◆ **Work instructions**
Among the entries below, determine how many lines contain the word "points" and state only that figure.

(Data records begins)

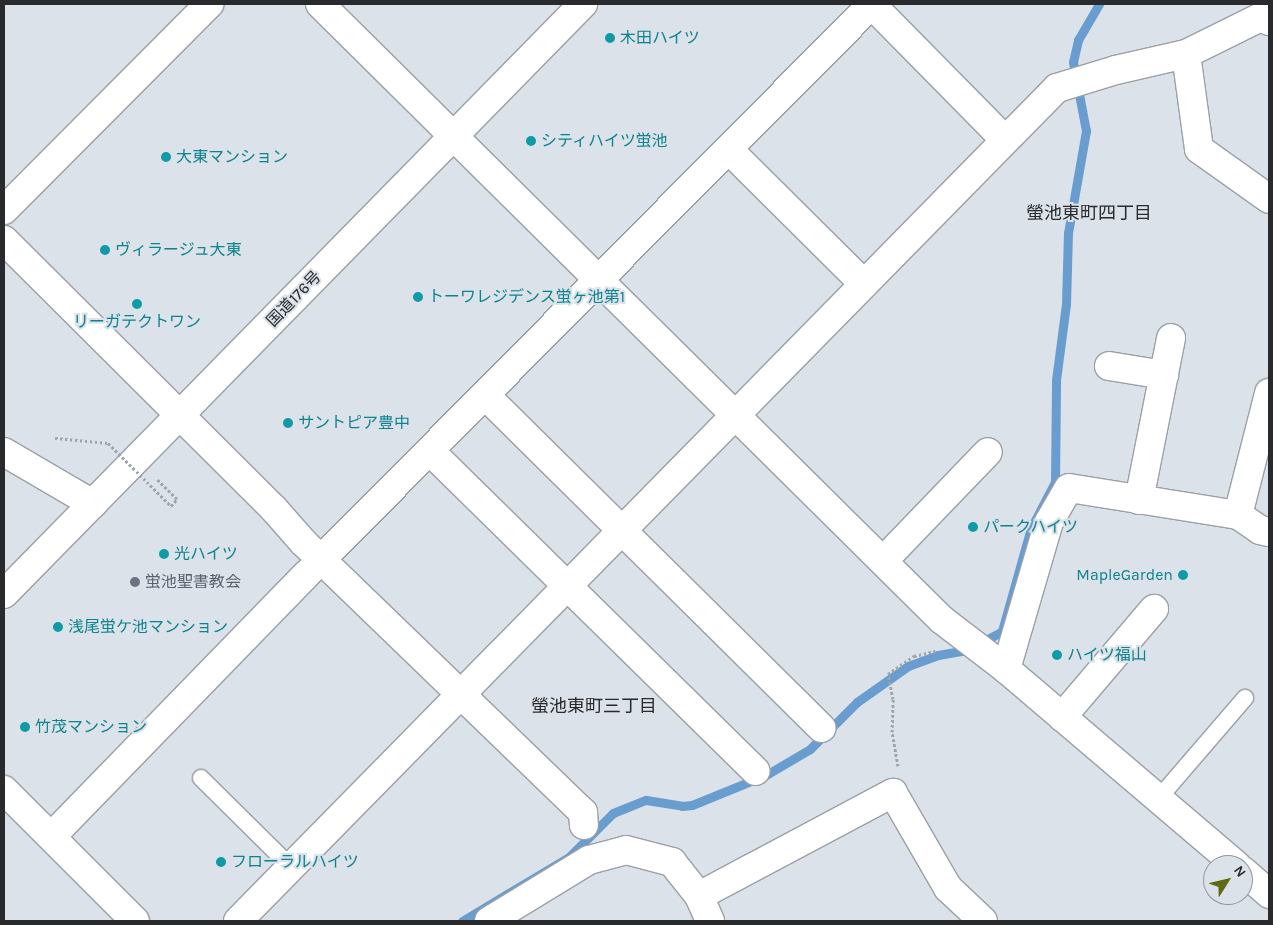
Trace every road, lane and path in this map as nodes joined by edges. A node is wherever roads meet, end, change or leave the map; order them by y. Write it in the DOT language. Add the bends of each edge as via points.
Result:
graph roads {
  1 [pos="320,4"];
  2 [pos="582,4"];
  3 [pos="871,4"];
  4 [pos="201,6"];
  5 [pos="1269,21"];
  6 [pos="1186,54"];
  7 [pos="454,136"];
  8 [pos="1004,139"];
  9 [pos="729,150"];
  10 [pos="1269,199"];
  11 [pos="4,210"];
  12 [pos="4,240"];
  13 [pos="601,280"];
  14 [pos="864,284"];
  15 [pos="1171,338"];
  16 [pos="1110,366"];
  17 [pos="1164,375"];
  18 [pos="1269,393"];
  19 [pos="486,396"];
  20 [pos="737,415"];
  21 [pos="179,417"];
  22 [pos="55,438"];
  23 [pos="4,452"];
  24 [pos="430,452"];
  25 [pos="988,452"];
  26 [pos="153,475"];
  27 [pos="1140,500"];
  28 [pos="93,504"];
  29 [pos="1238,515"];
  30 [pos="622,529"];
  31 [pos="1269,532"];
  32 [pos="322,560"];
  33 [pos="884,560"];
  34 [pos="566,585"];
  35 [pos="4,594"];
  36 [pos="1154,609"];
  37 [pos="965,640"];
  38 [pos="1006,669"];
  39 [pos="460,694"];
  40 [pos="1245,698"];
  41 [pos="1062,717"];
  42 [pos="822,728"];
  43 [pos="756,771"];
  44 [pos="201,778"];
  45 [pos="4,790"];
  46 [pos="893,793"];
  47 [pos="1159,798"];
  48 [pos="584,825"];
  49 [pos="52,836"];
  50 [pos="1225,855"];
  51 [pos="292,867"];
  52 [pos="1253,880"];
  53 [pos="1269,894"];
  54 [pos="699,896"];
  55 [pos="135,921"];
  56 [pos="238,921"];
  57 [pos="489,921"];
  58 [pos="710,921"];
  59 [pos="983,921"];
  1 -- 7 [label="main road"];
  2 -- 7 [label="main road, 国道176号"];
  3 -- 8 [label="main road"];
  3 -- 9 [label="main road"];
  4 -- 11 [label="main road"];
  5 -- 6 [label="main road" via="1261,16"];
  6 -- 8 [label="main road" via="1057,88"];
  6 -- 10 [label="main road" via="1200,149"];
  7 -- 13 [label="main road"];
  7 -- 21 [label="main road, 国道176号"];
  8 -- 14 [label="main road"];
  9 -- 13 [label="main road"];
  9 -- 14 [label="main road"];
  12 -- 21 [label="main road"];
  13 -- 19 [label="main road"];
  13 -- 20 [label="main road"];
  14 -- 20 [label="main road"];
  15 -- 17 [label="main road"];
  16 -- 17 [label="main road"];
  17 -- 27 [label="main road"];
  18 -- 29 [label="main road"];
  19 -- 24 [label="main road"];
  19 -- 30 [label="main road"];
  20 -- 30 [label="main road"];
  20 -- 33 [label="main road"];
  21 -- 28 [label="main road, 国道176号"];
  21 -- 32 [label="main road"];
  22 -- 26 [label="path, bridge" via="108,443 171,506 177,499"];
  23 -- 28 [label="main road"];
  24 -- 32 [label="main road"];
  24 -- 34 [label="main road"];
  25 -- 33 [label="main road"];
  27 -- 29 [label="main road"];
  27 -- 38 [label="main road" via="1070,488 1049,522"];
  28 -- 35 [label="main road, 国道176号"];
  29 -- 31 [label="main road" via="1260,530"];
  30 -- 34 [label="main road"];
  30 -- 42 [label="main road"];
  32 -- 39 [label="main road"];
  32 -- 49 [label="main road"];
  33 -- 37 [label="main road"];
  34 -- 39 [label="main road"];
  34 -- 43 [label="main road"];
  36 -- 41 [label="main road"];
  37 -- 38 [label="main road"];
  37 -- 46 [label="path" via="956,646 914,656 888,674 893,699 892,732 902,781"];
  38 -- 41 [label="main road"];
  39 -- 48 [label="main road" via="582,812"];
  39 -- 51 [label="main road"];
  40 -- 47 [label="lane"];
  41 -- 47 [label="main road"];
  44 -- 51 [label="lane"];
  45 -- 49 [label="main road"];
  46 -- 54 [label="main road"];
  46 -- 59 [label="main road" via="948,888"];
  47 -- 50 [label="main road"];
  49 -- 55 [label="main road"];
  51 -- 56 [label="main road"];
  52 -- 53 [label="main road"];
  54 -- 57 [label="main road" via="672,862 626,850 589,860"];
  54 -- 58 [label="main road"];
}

(Data records ends)
(Data records begins)

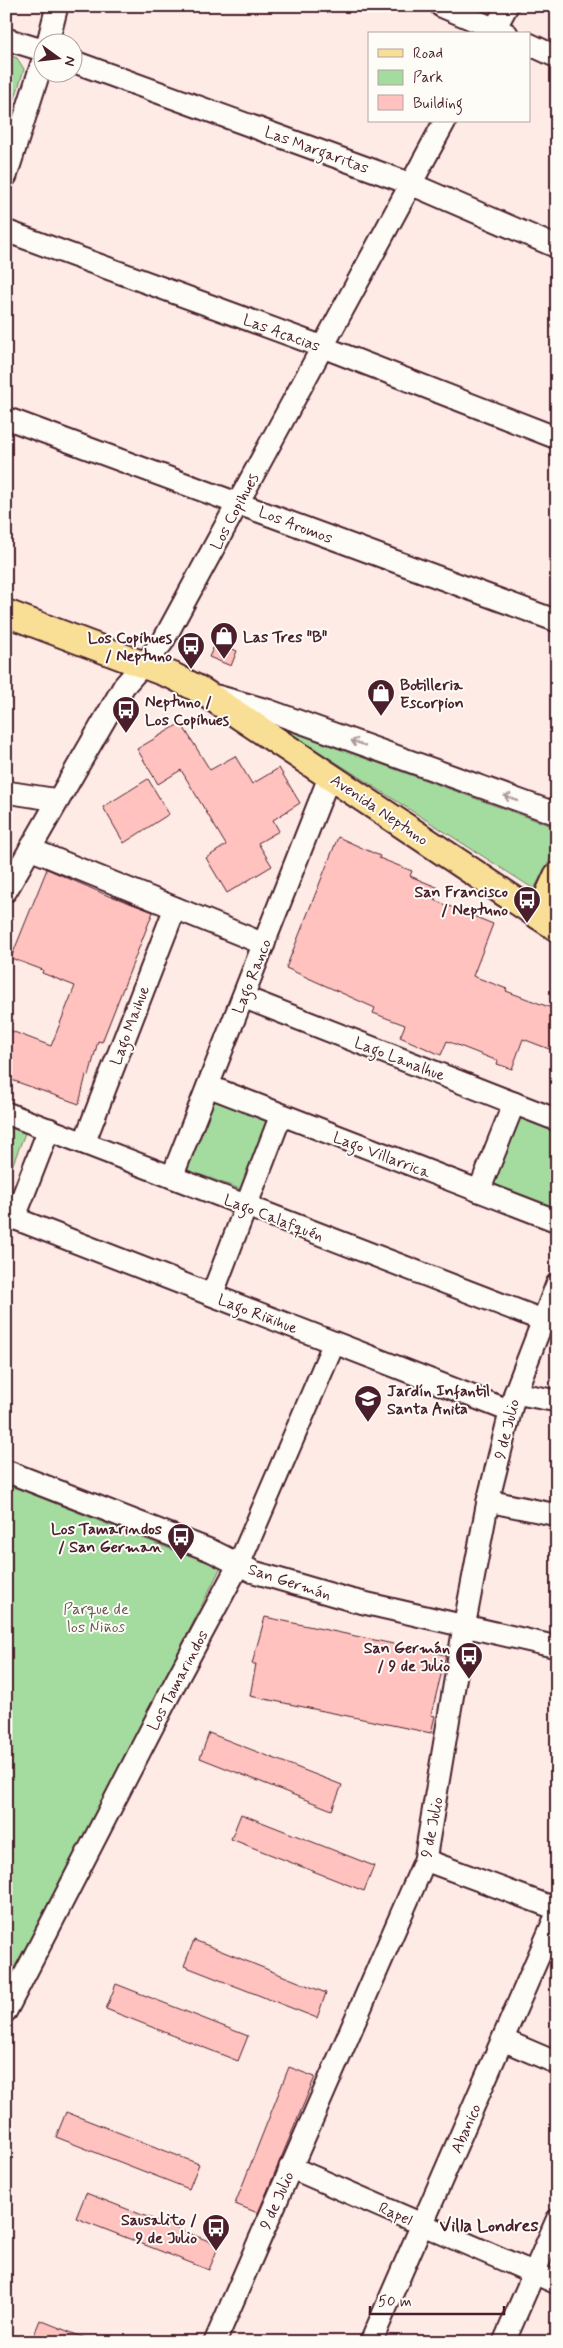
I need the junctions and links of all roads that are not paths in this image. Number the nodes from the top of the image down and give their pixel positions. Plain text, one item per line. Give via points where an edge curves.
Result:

(Data records ends)

◆ **Response to this task**
2